- **DESCRIPTION OF THE TASK**: Set down, word for word, each line from the top of the data through the line that has "Road topology of"; omit every picture.

Start of SOURCE MATERIAL

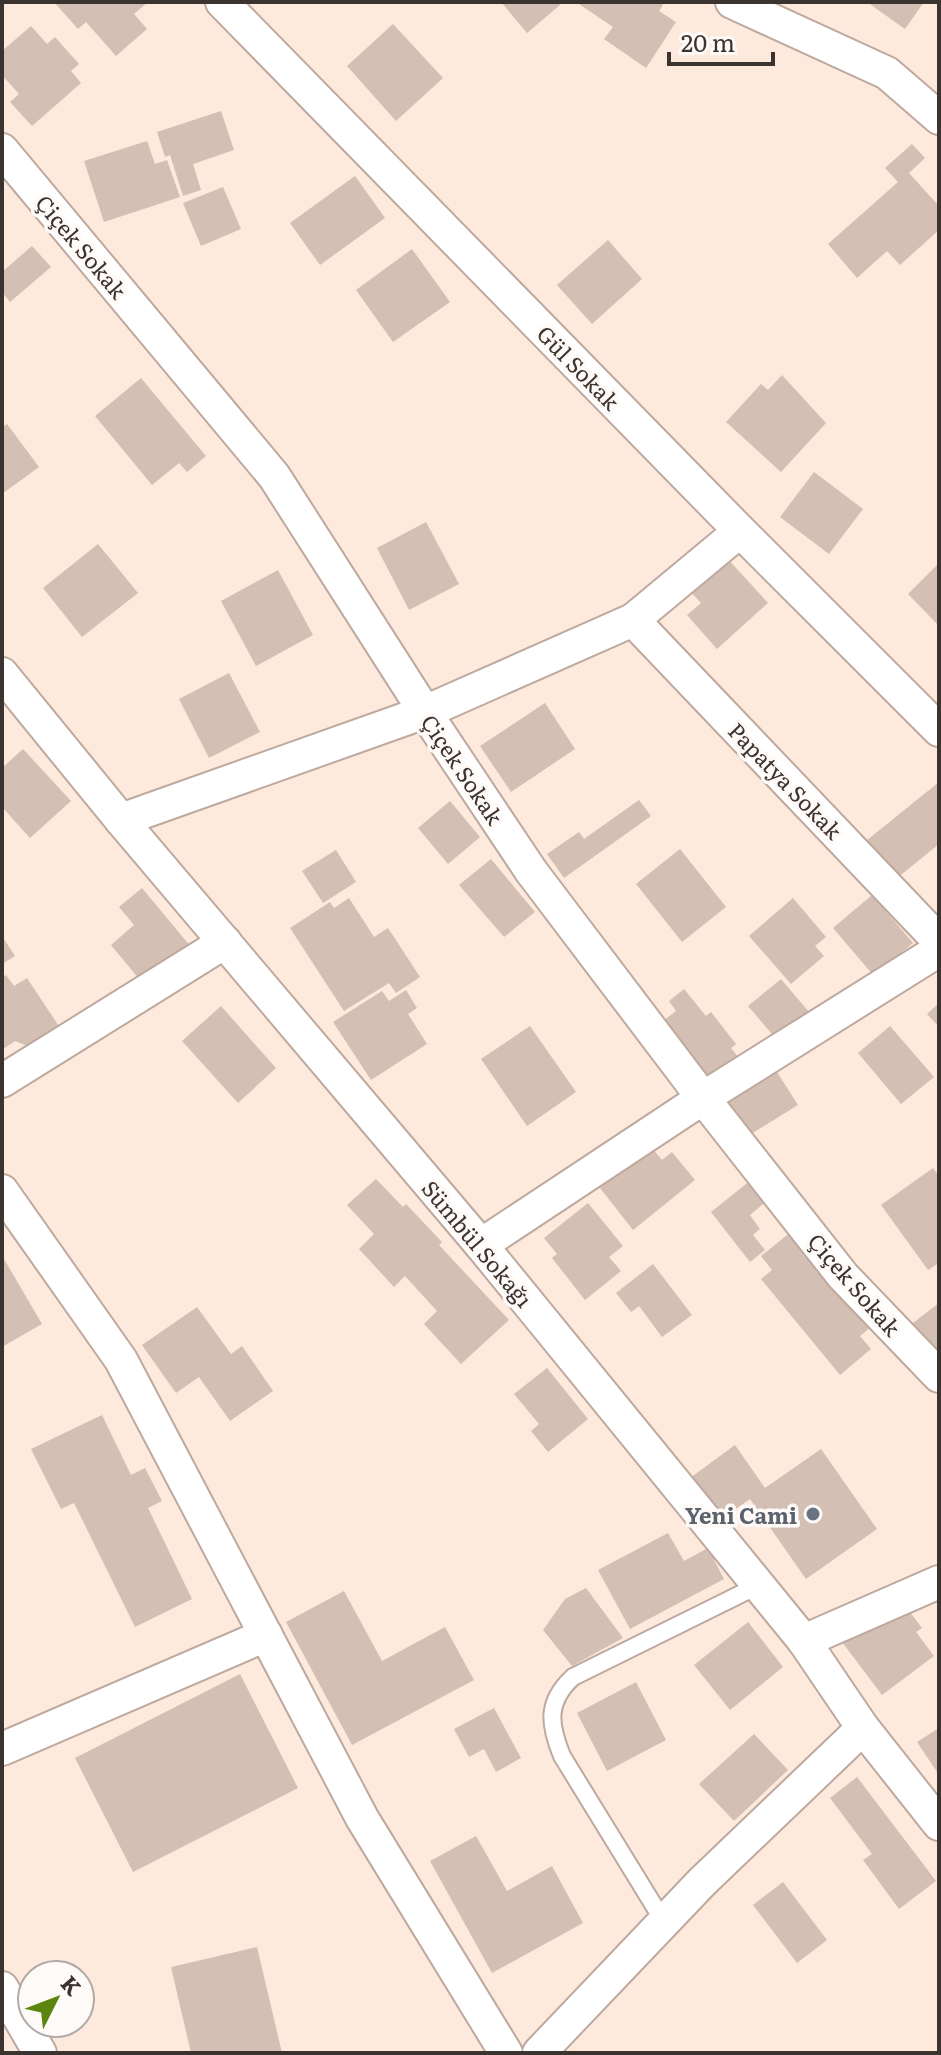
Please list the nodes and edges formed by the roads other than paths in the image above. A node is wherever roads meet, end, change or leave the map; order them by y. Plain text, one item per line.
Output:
1 (222, 2) edge
2 (732, 2) edge
3 (939, 118) edge
4 (2, 150) edge
5 (740, 531) junction
6 (633, 620) junction
7 (2, 674) edge
8 (425, 712) junction
9 (939, 730) edge
10 (121, 820) junction
11 (939, 941) edge
12 (225, 942) junction
13 (939, 950) edge
14 (2, 1081) edge
15 (703, 1098) junction
16 (2, 1191) edge
17 (481, 1245) junction
18 (939, 1376) edge
19 (939, 1582) edge
20 (759, 1585) junction
21 (266, 1635) junction
22 (804, 1641) junction
23 (863, 1728) junction
24 (2, 1749) edge
25 (939, 1824) edge
26 (664, 1922) junction
27 (2, 1988) edge
28 (40, 2053) edge
29 (506, 2053) edge
30 (539, 2053) edge

1 - 5 street, Gül Sokak
2 - 3 street
4 - 8 street, Çiçek Sokak
5 - 6 street
5 - 9 street, Gül Sokak
6 - 8 street
6 - 11 street, Papatya Sokak
7 - 10 street, Sümbül Sokağı
8 - 10 street
8 - 15 street, Çiçek Sokak
10 - 12 street, Sümbül Sokağı
12 - 14 street
12 - 17 street, Sümbül Sokağı
13 - 15 street
15 - 17 street
15 - 18 street, Çiçek Sokak
16 - 21 street
17 - 20 street, Sümbül Sokağı
19 - 22 street
20 - 22 street, Sümbül Sokağı
20 - 26 lane
21 - 24 street
21 - 29 street
22 - 23 street, Sümbül Sokağı
23 - 25 street, Sümbül Sokağı
23 - 26 street
26 - 30 street
27 - 28 street

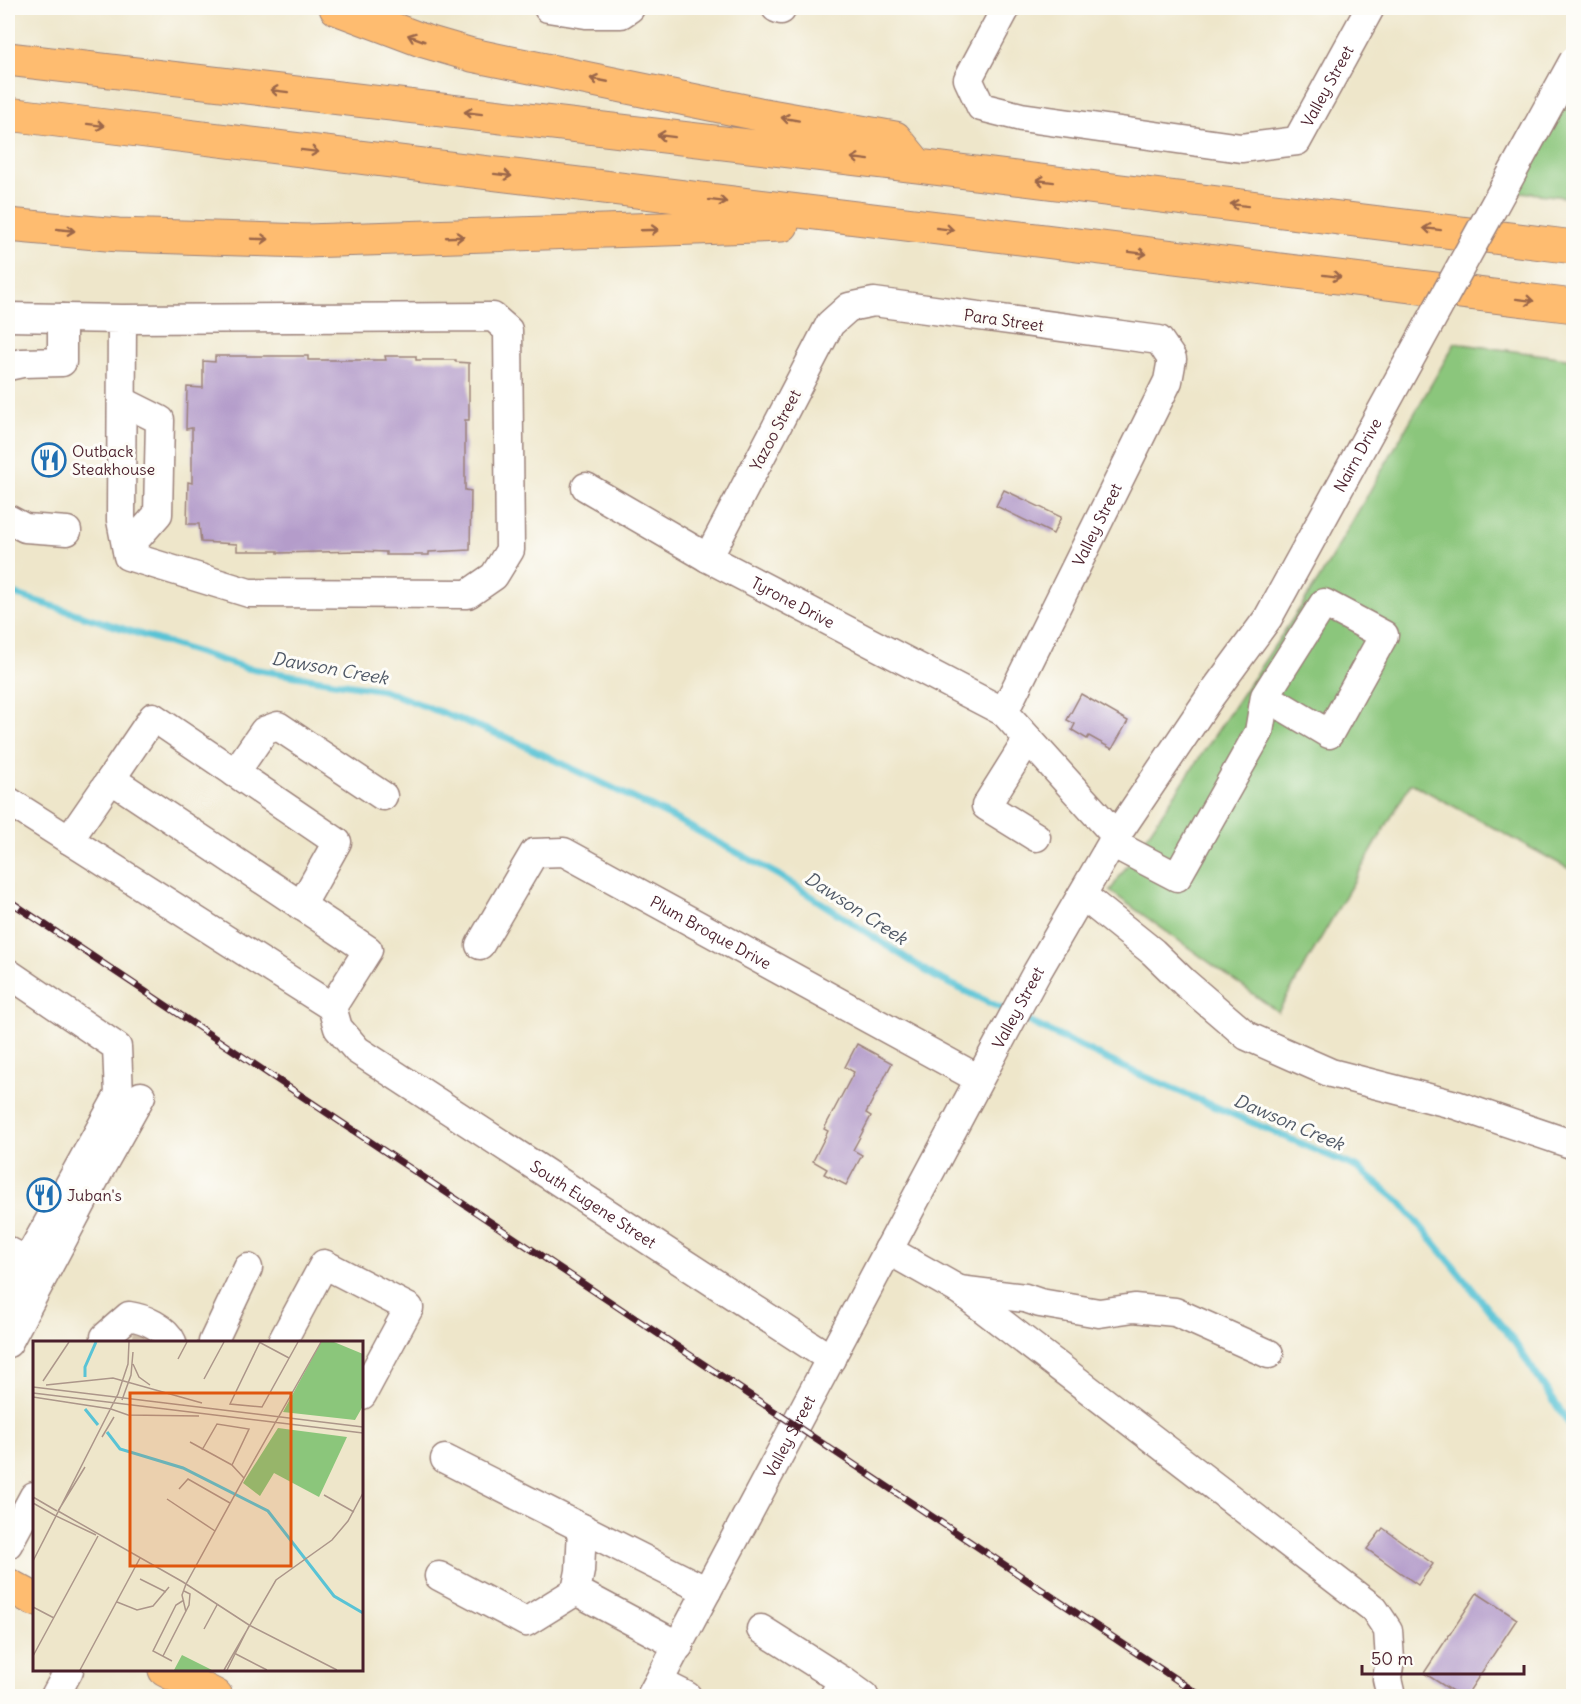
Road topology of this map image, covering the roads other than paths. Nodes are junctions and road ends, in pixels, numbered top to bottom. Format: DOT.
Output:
graph roads {
  1 [pos="336,8"];
  2 [pos="548,8"];
  3 [pos="630,8"];
  4 [pos="1006,8"];
  5 [pos="1370,8"];
  6 [pos="8,59"];
  7 [pos="1574,60"];
  8 [pos="22,116"];
  9 [pos="918,166"];
  10 [pos="887,222"];
  11 [pos="8,225"];
  12 [pos="1574,247"];
  13 [pos="1574,306"];
  14 [pos="849,307"];
  15 [pos="8,317"];
  16 [pos="62,318"];
  17 [pos="122,319"];
  18 [pos="1159,340"];
  19 [pos="8,366"];
  20 [pos="122,400"];
  21 [pos="586,487"];
  22 [pos="8,519"];
  23 [pos="67,531"];
  24 [pos="127,549"];
  25 [pos="708,558"];
  26 [pos="1265,696"];
  27 [pos="1004,712"];
  28 [pos="1028,739"];
  29 [pos="236,773"];
  30 [pos="111,779"];
  31 [pos="382,796"];
  32 [pos="8,801"];
  33 [pos="1036,837"];
  34 [pos="1114,839"];
  35 [pos="69,840"];
  36 [pos="1082,895"];
  37 [pos="301,906"];
  38 [pos="480,945"];
  39 [pos="8,973"];
  40 [pos="332,1007"];
  41 [pos="979,1078"];
  42 [pos="141,1096"];
  43 [pos="1571,1144"];
  44 [pos="888,1250"];
  45 [pos="248,1268"];
  46 [pos="11,1273"];
  47 [pos="959,1290"];
  48 [pos="112,1339"];
  49 [pos="172,1341"];
  50 [pos="213,1341"];
  51 [pos="283,1341"];
  52 [pos="8,1343"];
  53 [pos="1269,1354"];
  54 [pos="831,1359"];
  55 [pos="363,1393"];
  56 [pos="445,1459"];
  57 [pos="33,1498"];
  58 [pos="582,1528"];
  59 [pos="8,1544"];
  60 [pos="439,1576"];
  61 [pos="8,1585"];
  62 [pos="576,1591"];
  63 [pos="707,1591"];
  64 [pos="33,1598"];
  65 [pos="761,1629"];
  66 [pos="679,1646"];
  67 [pos="68,1671"];
  68 [pos="167,1671"];
  69 [pos="655,1689"];
  70 [pos="847,1691"];
  71 [pos="55,1696"];
  72 [pos="216,1696"];
  73 [pos="687,1696"];
  74 [pos="1391,1696"];
  9 -- 1 [label="main road, one-way"];
  2 -- 3 [label="street"];
  4 -- 5 [label="street, Valley Street"];
  9 -- 6 [label="main road, one-way"];
  7 -- 34 [label="street, Nairn Drive, bridge"];
  8 -- 10 [label="main road, one-way"];
  12 -- 9 [label="main road, one-way"];
  11 -- 10 [label="main road, one-way"];
  10 -- 13 [label="main road, one-way"];
  14 -- 18 [label="street, Para Street"];
  14 -- 25 [label="street, Yazoo Street"];
  15 -- 16 [label="street"];
  16 -- 17 [label="street"];
  16 -- 19 [label="street"];
  17 -- 20 [label="street"];
  17 -- 24 [label="street"];
  18 -- 27 [label="street, Valley Street"];
  20 -- 24 [label="street"];
  20 -- 24 [label="street"];
  21 -- 25 [label="street, Tyrone Drive"];
  22 -- 23 [label="street"];
  25 -- 27 [label="street, Tyrone Drive"];
  26 -- 26 [label="street"];
  26 -- 34 [label="street"];
  27 -- 28 [label="street"];
  28 -- 33 [label="street"];
  28 -- 34 [label="street"];
  29 -- 30 [label="street"];
  29 -- 31 [label="street"];
  29 -- 37 [label="street"];
  30 -- 35 [label="street"];
  30 -- 37 [label="street"];
  32 -- 35 [label="street"];
  34 -- 36 [label="street, Valley Street"];
  35 -- 40 [label="street"];
  36 -- 41 [label="street, Valley Street"];
  36 -- 43 [label="street"];
  37 -- 40 [label="street"];
  38 -- 41 [label="street, Plum Broque Drive"];
  39 -- 46 [label="street"];
  40 -- 54 [label="street, South Eugene Street"];
  41 -- 44 [label="street, Valley Street"];
  42 -- 52 [label="street"];
  44 -- 47 [label="street"];
  44 -- 54 [label="street, Valley Street"];
  45 -- 50 [label="street"];
  47 -- 53 [label="street"];
  47 -- 74 [label="street"];
  48 -- 49 [label="street"];
  51 -- 55 [label="street"];
  54 -- 63 [label="street, Valley Street"];
  56 -- 58 [label="street"];
  57 -- 59 [label="street"];
  58 -- 62 [label="street"];
  58 -- 63 [label="street"];
  60 -- 62 [label="street"];
  61 -- 64 [label="main road"];
  62 -- 66 [label="street"];
  63 -- 66 [label="street, Valley Street"];
  65 -- 70 [label="street"];
  66 -- 69 [label="street, Valley Street"];
  67 -- 71 [label="street"];
  68 -- 72 [label="main road"];
  69 -- 73 [label="street"];
}
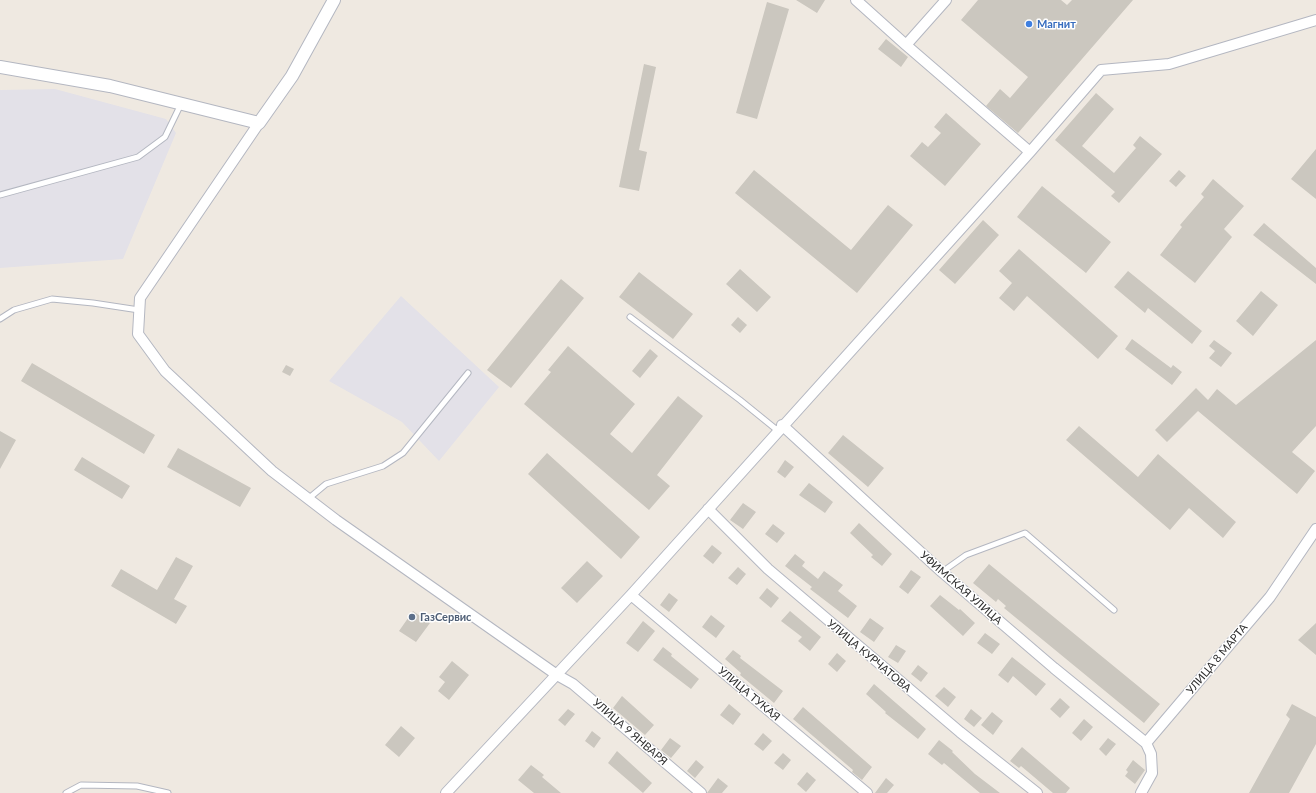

End of SOURCE MATERIAL

- **ANSWER BELOW**:
Please list the nodes and edges formed by the roads other than paths in the image above. A node is wherever roads meet, end, change or leave the map; order them by y. Plain text, one item per line.
Output:
1 (222, 2) edge
2 (732, 2) edge
3 (939, 118) edge
4 (2, 150) edge
5 (740, 531) junction
6 (633, 620) junction
7 (2, 674) edge
8 (425, 712) junction
9 (939, 730) edge
10 (121, 820) junction
11 (939, 941) edge
12 (225, 942) junction
13 (939, 950) edge
14 (2, 1081) edge
15 (703, 1098) junction
16 (2, 1191) edge
17 (481, 1245) junction
18 (939, 1376) edge
19 (939, 1582) edge
20 (759, 1585) junction
21 (266, 1635) junction
22 (804, 1641) junction
23 (863, 1728) junction
24 (2, 1749) edge
25 (939, 1824) edge
26 (664, 1922) junction
27 (2, 1988) edge
28 (40, 2053) edge
29 (506, 2053) edge
30 (539, 2053) edge

1 - 5 street, Gül Sokak
2 - 3 street
4 - 8 street, Çiçek Sokak
5 - 6 street
5 - 9 street, Gül Sokak
6 - 8 street
6 - 11 street, Papatya Sokak
7 - 10 street, Sümbül Sokağı
8 - 10 street
8 - 15 street, Çiçek Sokak
10 - 12 street, Sümbül Sokağı
12 - 14 street
12 - 17 street, Sümbül Sokağı
13 - 15 street
15 - 17 street
15 - 18 street, Çiçek Sokak
16 - 21 street
17 - 20 street, Sümbül Sokağı
19 - 22 street
20 - 22 street, Sümbül Sokağı
20 - 26 lane
21 - 24 street
21 - 29 street
22 - 23 street, Sümbül Sokağı
23 - 25 street, Sümbül Sokağı
23 - 26 street
26 - 30 street
27 - 28 street

Road topology of this map image, covering the roads other than paths. Nodes are junctions and road ends, in pixels, numbered top to bottom. Format: DOT.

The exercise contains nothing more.